Copper Steam Tracing not installed correctly

The image above shows a pipeline traced with copper tubing. It looks good, but one thing is seriously wrong. If that pipeline is going to be insulated, the screwed couplings will also be insulated; and that is not the intention.

Screwed couplings always must be mounted outside the insulation, so that in case of leakage, it is visible which coupling is leaking; see image below.

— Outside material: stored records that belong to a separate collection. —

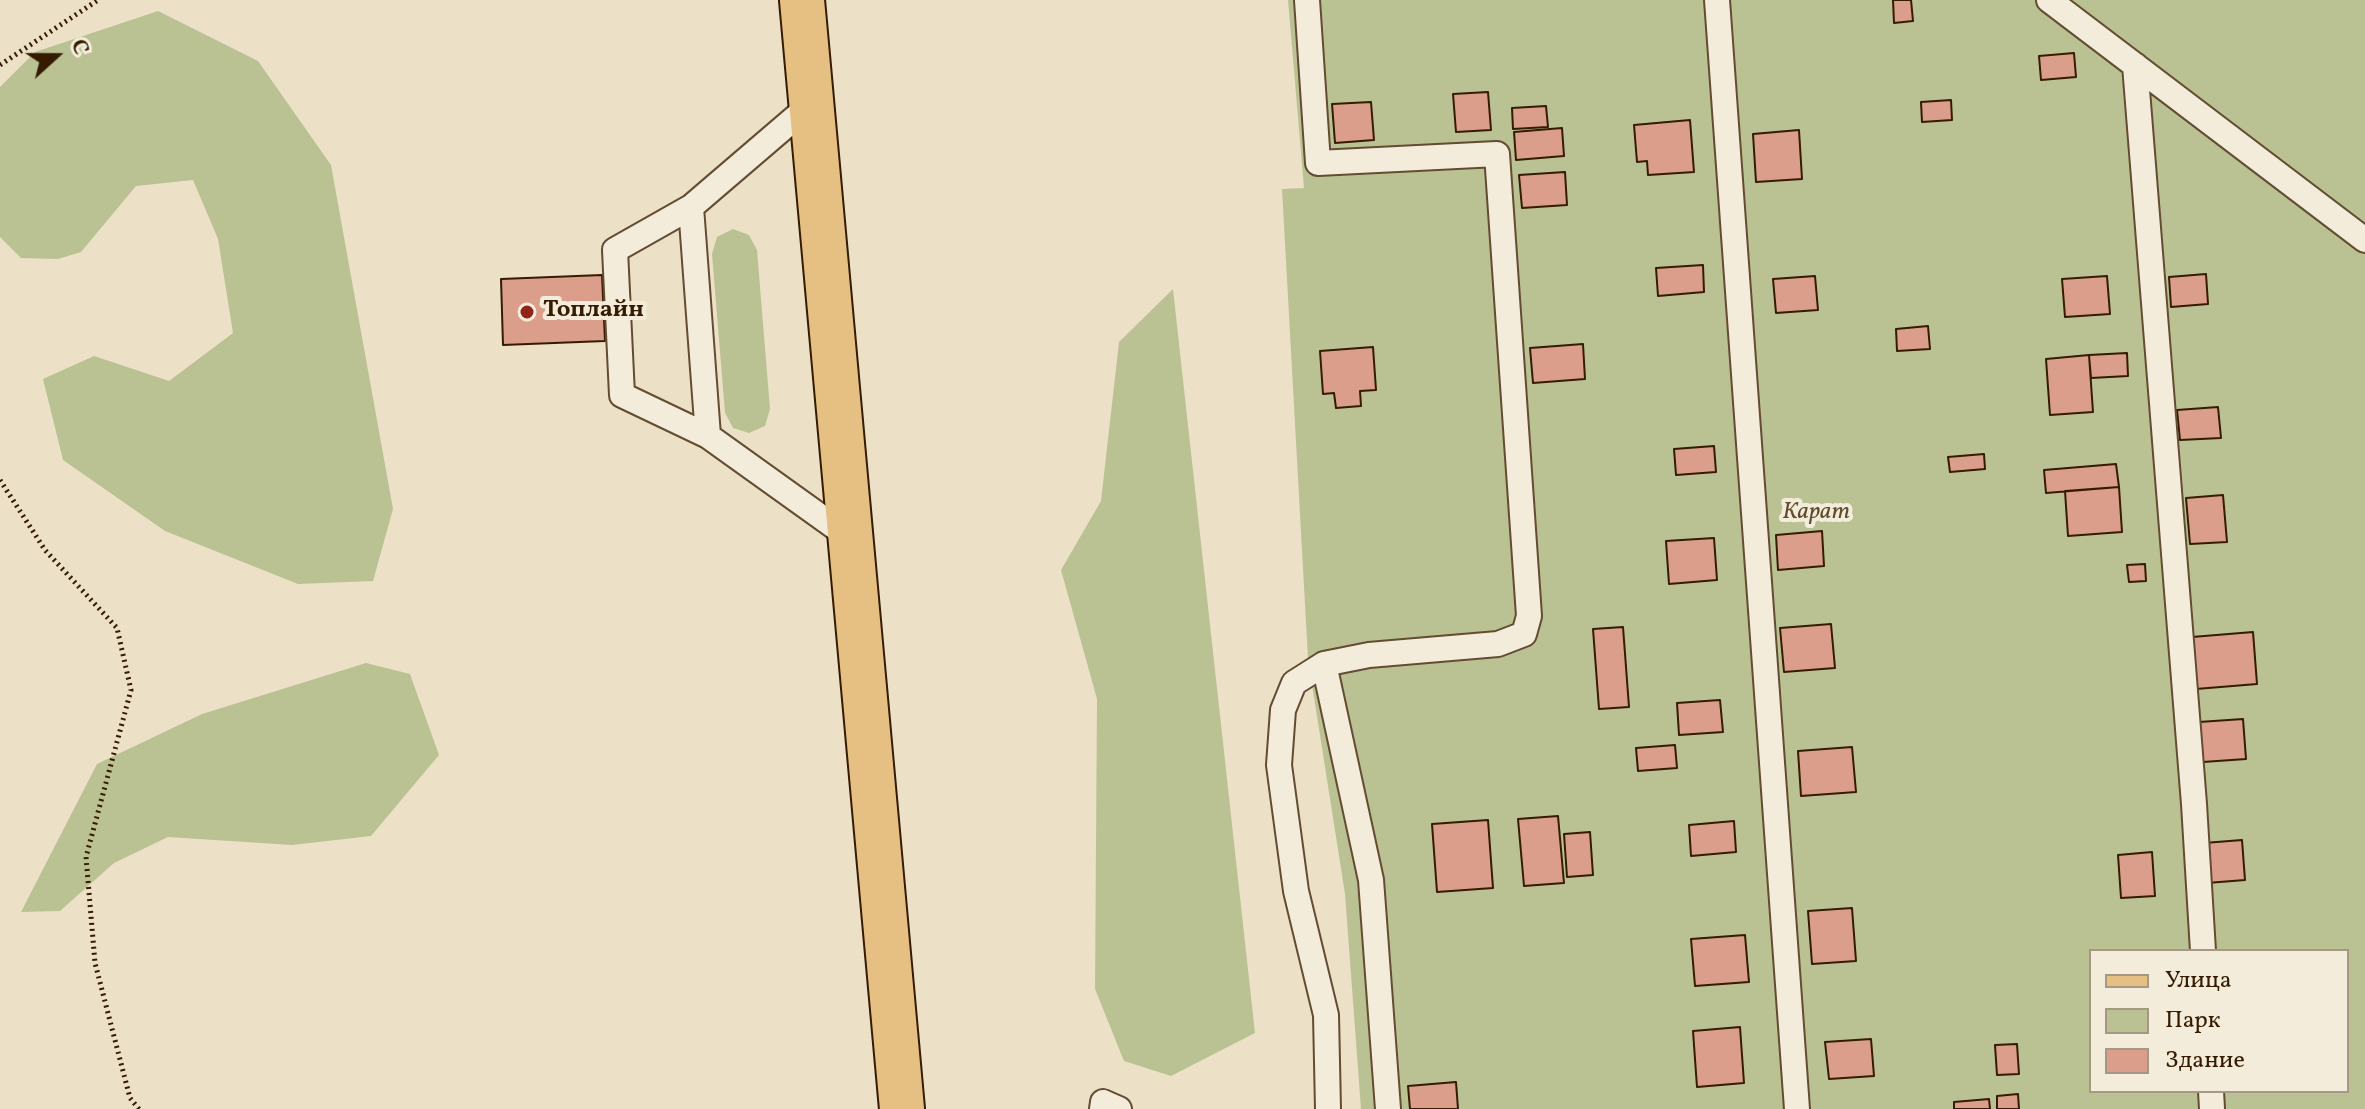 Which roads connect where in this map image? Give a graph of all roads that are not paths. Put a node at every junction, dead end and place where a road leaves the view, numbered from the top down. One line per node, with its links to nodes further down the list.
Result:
1 (802, 0): 6 (main road)
2 (1307, 0): 11 (lane)
3 (1717, 0): 18 (lane)
4 (2049, 0): 5 (lane)
5 (2135, 65): 8 (lane); 12 (lane)
6 (810, 105): 7 (lane); 10 (main road)
7 (691, 207): 9 (lane); 9 (lane)
8 (2365, 240)
9 (708, 436): 10 (lane)
10 (849, 537): 13 (main road)
11 (1324, 664): 16 (lane); 17 (lane)
12 (2203, 949)
13 (902, 1109)
14 (1102, 1109): 15 (lane)
15 (1119, 1109)
16 (1328, 1109)
17 (1388, 1109)
18 (1797, 1109)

Correct installed Copper steam tracing

I have experienced in the past that the insulation of hundreds of meters of pipeline had to be disassembled in order to find the leaking coupling. The costs were enormous, also in connection with scaffolding. So keep that in mind, and make sure that the steam tracing is installed correctly.

Types of steam heat tracing

  • Jacketed - used in ultra-critical applications, usually where a product temperature has to be maintained at an elevated temperature all of the time. The use of a steam jacket also allows quick pre-heating of the pipeline.
  • Critical - here, steam tracing is used to maintain the temperature of a product that will solidify or spoil should its temperature fall below a predetermined level.
  • Non-critical - tracing is used to maintain the product viscosity at its optimum pumping level.
  • Winterization - to ensure pipelines are not damaged due to freezing in adverse weather conditions.
  • Instrument - small bore steam tracing pipes, normally 10 mm, used to protect flowmeters, control valves, sampling stations, impulse lines etc.

YouTube Video
Jacketed Piping


Determining tracer requirements

To select the size and number of steam tracing lines required for a particular application, the rate of heat loss from the product pipeline under worst design conditions must be determined.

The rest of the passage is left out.